Sunday 1 July 2012

Teaching Comics (1)

Cerebus Guide To Self-Publishing (Revised Edition, 2010)
Art by Dave Sim

DAVE SIM:
To draw a comic-book page, you enter a kind of cyberspace, a virtual reality of your own creation. Depending on the comic-page, you will spend anywhere from five to ten hours roughing it in in pencil, placing the word balloons, defining the parameters of the page and panel, tightening up the pencils, ruling up the lettering, inking the lettering and then inking the pictures. With the average comic-book page, you will have created three or four seconds worth of cyberspace, virtual reality, for your reader.
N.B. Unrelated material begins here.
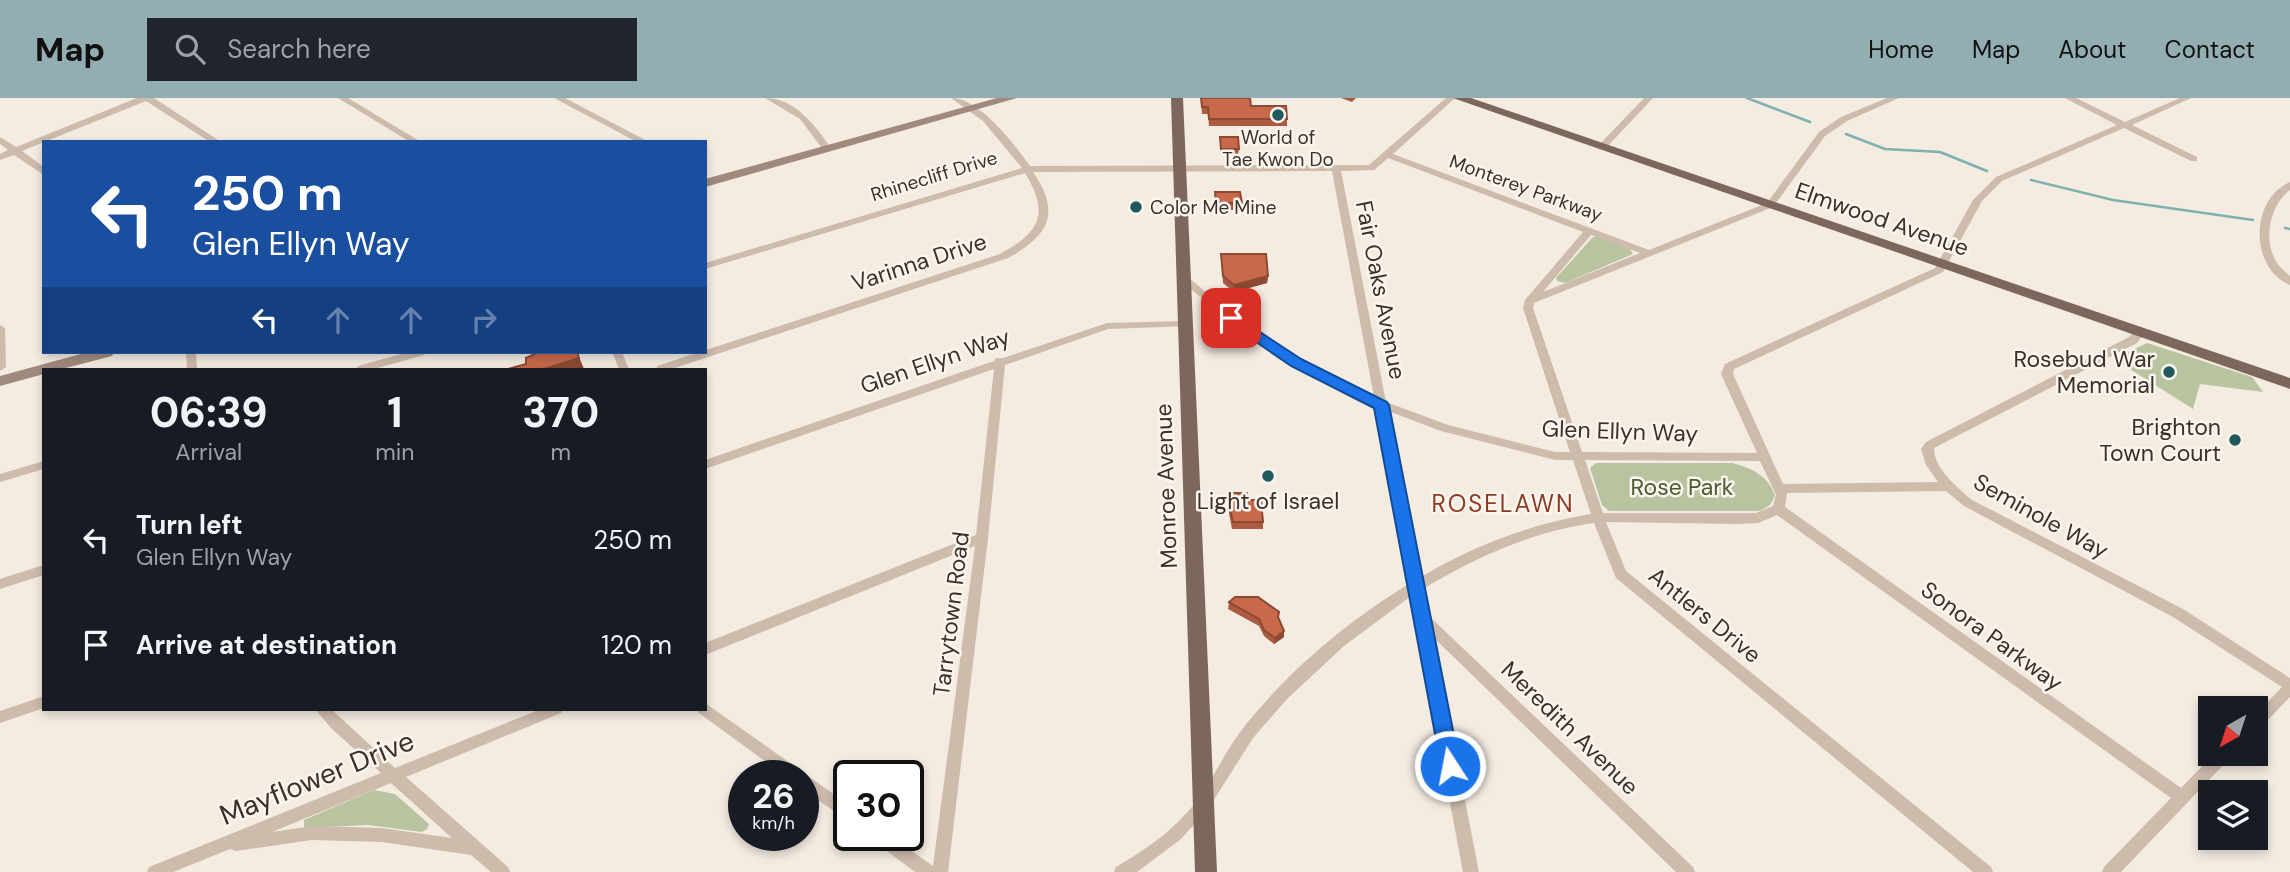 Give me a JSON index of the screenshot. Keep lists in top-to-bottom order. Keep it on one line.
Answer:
{"streets":{"main road":["Elmwood Avenue","Monroe Avenue"],"street":["Rhinecliff Drive","Monterey Parkway","Varinna Drive","Fair Oaks Avenue","Glen Ellyn Way","Seminole Way","Tarrytown Road","Antlers Drive","Sonora Parkway","Meredith Avenue","Mayflower Drive"]},"crossings":[["Rhinecliff Drive","Monterey Parkway"],["Rhinecliff Drive","Varinna Drive"],["Rhinecliff Drive","Fair Oaks Avenue"],["Rhinecliff Drive","Monroe Avenue"],["Elmwood Avenue","Seminole Way"],["Fair Oaks Avenue","Glen Ellyn Way"],["Fair Oaks Avenue","Meredith Avenue"],["Glen Ellyn Way","Monroe Avenue"],["Glen Ellyn Way","Tarrytown Road"],["Glen Ellyn Way","Antlers Drive"]],"districts":["ROSELAWN"],"parks":["Rose Park"],"places":["World of Tae Kwon Do","Color Me Mine","Rosebud War Memorial","Brighton Town Court","Light of Israel"],"north":"bottom left","page":{"header":"Map","search":"Search here","nav":["Home","Map","About","Contact"],"turn":["250 m","Glen Ellyn Way"],"eta":["06:39","Arrival","1","min","370","m"],"list":[{"name":"Turn left","note":"Glen Ellyn Way","value":"250 m"},{"name":"Arrive at destination","value":"120 m"}],"speed":"26 km/h","limit":"30"}}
A career in comic books devours your life, great huge chunks of your life. If you are serious about it (few are who think they are), it is something that you will be doing day after day, week after week, month after month, year after year. How you spend that time is up to you. 
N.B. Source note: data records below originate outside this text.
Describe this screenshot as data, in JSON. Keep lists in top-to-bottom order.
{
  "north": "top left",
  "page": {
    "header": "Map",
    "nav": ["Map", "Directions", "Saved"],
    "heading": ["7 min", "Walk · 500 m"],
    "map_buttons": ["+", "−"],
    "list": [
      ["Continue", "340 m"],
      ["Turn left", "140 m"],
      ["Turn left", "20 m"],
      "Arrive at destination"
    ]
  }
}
Since the largest commitment of time and energy is yours, outweighing that of your readers a thousand to one, you might as well make it as enjoyable for yourself as you can.

Let's go back to the eight or ten hours you are going to be devoting to each page you produce. You can spend an hour pencilling a page, ten minutes writing it, a half-hour lettering it and seven hours inking it. You can spend two hours writing it, four hours pencilling it, an hour lettering it and forty  minutes inking it. The one is not a "good" page and the other a "bad" page. They are two very different pages, reflecting the particular end of the spectrum that the individual creator's sensibilities occupy. What part of doing a comic-book page do you enjoy the most? What skills, among writing, pencilling, lettering and inking, most appeal to you? I pointed out to one guy who considered pencilling his greatest 'strength' that he might well be served to sit down and reassess his work, basing his decision not on what his 'strength' is (that is to say, the aspect  of his work which has garnered the most praise from his fellow student, teachers and mainstream editors), but, rather, on what gives him the most satisfaction.

In 1995 Dave Sim spent two days at the Savannah College of Art & Design (SCAD) teaching sequential art, via workshops, portfolio reviews and lectures. He summarised the experience in his essay 'Misunderstainding Comics' printed in Cerebus #194 (May 1995).